Quando elas entraram na Escola, o meu medo era que o formalismo e o rigor lhes retirassem a vontade de aprender. Que lhes secasse a sede de saber mais. Que se sentissem tão apertadas e carregadas que a escola – que para mim sempre fora um espaço mágico – fosse fonte de angústia, medo, preocupação.
. Manhã. O escritório-quarto-estaleiro onde trabalho todos os dias está confuso de vozes e do som das ventoinhas dos computadores. Há música calma a sair da coluna, pela janela ouve-se a chuva, elas trabalham ou fingem que sim. Têm sido pacientes comigo, como eu tenho sido paciente com elas.
Para quem gosta de silêncio, não é fácil trabalhar com tanto som misturado. Desisto dos auscultadores ao terceiro “mãe”, digo que sim, que podem fazer uma pausa, vigio o tempo até ser hora de regressar.
Querem fazer os trabalhos mas pedem ajuda.

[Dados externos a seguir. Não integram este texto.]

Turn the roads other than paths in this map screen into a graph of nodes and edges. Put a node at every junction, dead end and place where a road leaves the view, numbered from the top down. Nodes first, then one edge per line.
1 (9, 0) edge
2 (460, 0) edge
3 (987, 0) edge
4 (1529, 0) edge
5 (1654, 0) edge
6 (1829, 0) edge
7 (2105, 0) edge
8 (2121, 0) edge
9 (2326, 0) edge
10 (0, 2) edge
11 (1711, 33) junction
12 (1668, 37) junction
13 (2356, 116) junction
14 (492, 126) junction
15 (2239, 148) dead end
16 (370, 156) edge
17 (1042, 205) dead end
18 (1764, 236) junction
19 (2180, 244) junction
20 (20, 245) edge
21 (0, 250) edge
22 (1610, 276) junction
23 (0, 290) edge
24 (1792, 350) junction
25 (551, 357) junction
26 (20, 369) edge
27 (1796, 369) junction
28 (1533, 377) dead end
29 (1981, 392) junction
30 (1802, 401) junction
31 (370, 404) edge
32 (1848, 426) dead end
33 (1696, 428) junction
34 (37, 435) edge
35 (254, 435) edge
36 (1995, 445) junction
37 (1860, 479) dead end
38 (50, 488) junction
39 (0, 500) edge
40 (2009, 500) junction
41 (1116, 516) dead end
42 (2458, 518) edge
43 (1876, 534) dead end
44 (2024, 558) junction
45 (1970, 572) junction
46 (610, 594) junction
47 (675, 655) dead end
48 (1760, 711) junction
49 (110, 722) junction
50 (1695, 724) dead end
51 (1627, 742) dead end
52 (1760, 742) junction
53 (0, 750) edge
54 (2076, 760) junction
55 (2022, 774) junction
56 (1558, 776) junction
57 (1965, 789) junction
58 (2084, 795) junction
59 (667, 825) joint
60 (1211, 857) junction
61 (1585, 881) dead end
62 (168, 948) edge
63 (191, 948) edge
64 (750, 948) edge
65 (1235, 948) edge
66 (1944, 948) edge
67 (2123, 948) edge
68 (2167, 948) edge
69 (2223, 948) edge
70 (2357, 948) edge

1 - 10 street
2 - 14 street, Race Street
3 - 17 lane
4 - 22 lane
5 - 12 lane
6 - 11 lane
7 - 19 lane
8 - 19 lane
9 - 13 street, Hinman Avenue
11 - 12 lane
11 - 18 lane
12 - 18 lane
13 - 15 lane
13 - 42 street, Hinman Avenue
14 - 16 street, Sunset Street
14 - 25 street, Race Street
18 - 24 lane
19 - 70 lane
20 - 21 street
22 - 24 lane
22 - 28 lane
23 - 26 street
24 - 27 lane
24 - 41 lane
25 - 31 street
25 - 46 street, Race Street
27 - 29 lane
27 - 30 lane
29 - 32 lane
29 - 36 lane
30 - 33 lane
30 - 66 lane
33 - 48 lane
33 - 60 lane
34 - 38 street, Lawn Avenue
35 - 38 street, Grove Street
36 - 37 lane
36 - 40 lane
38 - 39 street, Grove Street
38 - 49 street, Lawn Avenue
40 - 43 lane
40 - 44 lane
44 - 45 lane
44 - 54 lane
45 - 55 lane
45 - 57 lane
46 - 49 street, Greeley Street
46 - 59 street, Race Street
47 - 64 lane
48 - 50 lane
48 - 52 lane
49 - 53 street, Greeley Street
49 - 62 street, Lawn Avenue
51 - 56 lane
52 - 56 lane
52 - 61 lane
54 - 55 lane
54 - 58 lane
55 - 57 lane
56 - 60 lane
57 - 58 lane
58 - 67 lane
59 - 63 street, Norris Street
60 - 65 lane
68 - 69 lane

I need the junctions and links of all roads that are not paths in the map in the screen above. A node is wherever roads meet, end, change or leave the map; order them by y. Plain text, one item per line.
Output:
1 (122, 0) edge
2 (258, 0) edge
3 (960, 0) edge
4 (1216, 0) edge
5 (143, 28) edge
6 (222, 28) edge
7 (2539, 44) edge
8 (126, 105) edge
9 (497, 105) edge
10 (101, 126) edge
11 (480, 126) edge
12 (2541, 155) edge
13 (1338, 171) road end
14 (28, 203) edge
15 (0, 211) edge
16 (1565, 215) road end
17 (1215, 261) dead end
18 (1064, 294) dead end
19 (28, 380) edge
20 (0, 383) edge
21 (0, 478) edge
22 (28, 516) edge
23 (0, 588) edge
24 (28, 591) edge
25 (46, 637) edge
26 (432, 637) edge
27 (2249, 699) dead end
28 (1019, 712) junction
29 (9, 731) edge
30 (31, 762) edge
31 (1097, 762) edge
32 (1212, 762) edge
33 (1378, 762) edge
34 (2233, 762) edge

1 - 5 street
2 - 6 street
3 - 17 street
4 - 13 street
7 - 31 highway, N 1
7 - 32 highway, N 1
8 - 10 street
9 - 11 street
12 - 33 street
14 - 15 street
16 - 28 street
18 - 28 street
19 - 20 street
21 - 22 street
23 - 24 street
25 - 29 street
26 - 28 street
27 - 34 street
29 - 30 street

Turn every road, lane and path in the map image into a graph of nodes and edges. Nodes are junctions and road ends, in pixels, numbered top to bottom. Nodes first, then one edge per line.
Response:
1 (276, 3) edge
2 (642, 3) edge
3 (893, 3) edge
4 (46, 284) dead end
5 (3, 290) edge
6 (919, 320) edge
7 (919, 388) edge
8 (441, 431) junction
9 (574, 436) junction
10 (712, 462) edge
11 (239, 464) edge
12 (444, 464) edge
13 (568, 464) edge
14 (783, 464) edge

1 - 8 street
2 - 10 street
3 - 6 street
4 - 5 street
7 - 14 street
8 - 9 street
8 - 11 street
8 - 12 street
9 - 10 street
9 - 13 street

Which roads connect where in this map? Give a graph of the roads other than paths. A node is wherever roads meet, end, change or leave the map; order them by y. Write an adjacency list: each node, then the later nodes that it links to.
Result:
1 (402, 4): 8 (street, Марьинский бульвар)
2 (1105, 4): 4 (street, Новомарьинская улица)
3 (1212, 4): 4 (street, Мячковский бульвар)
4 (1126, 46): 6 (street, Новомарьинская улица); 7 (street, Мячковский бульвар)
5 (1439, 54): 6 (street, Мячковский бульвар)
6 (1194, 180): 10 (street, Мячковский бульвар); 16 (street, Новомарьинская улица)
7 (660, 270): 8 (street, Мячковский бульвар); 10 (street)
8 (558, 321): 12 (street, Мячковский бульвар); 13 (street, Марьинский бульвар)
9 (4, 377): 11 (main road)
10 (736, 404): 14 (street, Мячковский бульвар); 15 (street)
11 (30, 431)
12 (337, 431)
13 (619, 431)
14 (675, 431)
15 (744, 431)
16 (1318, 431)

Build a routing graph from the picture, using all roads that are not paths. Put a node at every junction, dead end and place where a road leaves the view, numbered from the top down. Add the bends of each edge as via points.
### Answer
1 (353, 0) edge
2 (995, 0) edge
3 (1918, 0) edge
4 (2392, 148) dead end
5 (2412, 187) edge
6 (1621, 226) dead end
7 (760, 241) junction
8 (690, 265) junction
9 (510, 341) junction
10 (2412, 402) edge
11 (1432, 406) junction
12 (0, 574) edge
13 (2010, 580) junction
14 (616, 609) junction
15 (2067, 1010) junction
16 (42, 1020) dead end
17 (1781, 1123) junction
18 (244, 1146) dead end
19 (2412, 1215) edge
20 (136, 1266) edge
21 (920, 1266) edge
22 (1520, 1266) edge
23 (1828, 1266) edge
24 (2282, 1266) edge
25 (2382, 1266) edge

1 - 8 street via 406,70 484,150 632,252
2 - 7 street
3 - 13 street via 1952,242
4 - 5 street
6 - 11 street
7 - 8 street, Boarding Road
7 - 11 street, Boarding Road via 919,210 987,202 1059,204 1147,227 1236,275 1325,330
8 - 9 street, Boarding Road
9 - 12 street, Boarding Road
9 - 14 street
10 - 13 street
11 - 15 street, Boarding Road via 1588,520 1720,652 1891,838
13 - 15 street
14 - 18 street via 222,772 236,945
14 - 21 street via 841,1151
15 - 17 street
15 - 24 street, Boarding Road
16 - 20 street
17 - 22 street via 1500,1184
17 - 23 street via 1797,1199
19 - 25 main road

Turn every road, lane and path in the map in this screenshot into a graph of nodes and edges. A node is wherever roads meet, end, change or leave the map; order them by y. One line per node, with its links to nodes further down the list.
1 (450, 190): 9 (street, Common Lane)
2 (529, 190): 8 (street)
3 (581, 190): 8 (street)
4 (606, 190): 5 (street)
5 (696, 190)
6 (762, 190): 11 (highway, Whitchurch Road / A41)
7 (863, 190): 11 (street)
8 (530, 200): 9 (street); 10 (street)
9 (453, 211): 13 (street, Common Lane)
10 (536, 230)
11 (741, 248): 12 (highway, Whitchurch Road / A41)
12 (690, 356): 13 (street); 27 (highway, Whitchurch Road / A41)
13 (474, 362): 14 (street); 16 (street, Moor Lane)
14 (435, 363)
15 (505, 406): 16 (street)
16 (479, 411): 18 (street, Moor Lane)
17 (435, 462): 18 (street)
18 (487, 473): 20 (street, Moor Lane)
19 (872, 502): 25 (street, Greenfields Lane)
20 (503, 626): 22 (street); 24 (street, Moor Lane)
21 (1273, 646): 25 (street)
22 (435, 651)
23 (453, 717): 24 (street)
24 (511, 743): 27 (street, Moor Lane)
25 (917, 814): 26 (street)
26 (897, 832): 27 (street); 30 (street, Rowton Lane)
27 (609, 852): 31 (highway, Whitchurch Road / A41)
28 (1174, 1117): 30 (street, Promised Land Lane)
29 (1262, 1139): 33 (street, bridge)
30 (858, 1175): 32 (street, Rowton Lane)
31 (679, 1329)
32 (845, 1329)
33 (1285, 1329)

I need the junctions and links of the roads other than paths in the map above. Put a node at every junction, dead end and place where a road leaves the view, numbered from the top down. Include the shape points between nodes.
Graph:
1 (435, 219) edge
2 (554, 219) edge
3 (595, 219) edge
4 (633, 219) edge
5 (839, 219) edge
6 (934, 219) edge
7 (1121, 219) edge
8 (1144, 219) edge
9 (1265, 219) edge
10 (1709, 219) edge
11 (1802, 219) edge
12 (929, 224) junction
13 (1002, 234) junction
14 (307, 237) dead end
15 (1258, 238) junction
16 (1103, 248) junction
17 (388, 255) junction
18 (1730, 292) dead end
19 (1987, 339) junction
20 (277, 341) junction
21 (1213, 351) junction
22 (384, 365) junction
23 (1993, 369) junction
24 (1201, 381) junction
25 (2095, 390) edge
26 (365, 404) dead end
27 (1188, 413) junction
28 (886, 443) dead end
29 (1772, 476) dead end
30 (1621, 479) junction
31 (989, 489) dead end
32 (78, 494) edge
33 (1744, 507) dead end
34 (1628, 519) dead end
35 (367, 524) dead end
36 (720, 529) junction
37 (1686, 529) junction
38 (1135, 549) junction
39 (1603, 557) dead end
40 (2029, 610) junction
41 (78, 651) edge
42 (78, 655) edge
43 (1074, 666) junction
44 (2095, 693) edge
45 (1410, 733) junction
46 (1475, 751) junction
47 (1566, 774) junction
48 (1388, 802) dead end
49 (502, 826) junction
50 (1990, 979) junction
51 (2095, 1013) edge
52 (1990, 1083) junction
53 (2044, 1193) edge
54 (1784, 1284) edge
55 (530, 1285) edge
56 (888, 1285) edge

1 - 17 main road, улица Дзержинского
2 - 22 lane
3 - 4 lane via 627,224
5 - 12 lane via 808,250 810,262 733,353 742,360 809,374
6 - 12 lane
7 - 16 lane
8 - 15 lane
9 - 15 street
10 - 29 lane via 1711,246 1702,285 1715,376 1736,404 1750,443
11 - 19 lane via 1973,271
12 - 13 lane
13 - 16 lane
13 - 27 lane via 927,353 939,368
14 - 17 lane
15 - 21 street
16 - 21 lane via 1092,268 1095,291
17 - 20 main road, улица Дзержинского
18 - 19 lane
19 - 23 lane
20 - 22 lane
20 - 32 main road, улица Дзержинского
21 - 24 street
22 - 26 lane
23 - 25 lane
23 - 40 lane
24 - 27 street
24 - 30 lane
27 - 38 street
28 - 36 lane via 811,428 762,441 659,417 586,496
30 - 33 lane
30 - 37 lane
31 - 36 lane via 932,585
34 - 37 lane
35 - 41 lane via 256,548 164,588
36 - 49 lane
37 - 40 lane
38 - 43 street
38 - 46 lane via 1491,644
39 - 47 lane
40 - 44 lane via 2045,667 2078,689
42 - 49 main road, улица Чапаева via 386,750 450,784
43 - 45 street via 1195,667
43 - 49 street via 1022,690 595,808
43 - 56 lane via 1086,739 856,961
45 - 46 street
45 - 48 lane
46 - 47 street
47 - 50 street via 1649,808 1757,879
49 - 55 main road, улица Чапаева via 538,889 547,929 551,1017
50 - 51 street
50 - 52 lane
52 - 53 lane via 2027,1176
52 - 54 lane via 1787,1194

Não se lembra como se escreve o G maiúsculo, quer o telemóvel para ver como se desenha um leão. Pergunta se pode fazer o texto mais tarde, não se recorda do nome dos oceanos, diz que é matéria nova que já estão a aprender.
Por volta da uma, o toque curto da campainha. “É a avó Lúcia!!!”. E, debaixo de chuva que teima em cair espaçada, recebo um saco com um almoço acabado de fazer. “Adoro o sabor da comida da avó”, dizem. E eu respondo que sim: que a sopa dela é das melhores que conheço, e que as ervilhas que ela fez só para nós são a coisa mais deliciosa que comi esta semana.
À tarde, sentada no meu colo, a Magui fala com a professora e com os amigos. Ri ao ver quem não vê há muito, rosto rosado e olhos brilhantes. “Falta ainda o meu amigo”, diz. E salta quando vê a imagem do amigo a aparecer.
A Mariana faz mais uma ficha, trabalha no meu computador “que é tão lindo e tão moderno”, diz que posso ir tratar da vida enquanto ela termina o que está a fazer. E eu olho para ela, tão crescida em tão pouco tempo (dez anos não é nada), a tentar aprender esta coisa de estudar sem ser na escola, de num repente poder trabalhar com as mesmas ferramentas dos pais.
E estes, agora, são os meus cinco minutos. Aqueles que separam o dia intenso da noite calma. Aqueles em que eu digo que “já volto” mas em que me demoro mais um bocado. Aqueles em que me sento, coloco os auscultadores, escolho a música, viajo um bocadinho, bebo chá ainda quente, coloco as coisas e as ideias em ordem.
Daqui a pouco regresso à sala, digo “são horas de dormir”, finjo que não ouço os protestos, cedo ao “ainda não estiveste aqui connosco”, sento-me uns minutos no sofá. A Magui vai-se sentar ao meu colo enquanto esconde os pés sem meias, a Mariana vai-se encostar ao meu ombro e pedir que lhe dê a mão. E dia que começou calmo e continuou agitado até se tornar calmo outra vez vai docemente terminar. Para, daqui a nada, começar um novo dia.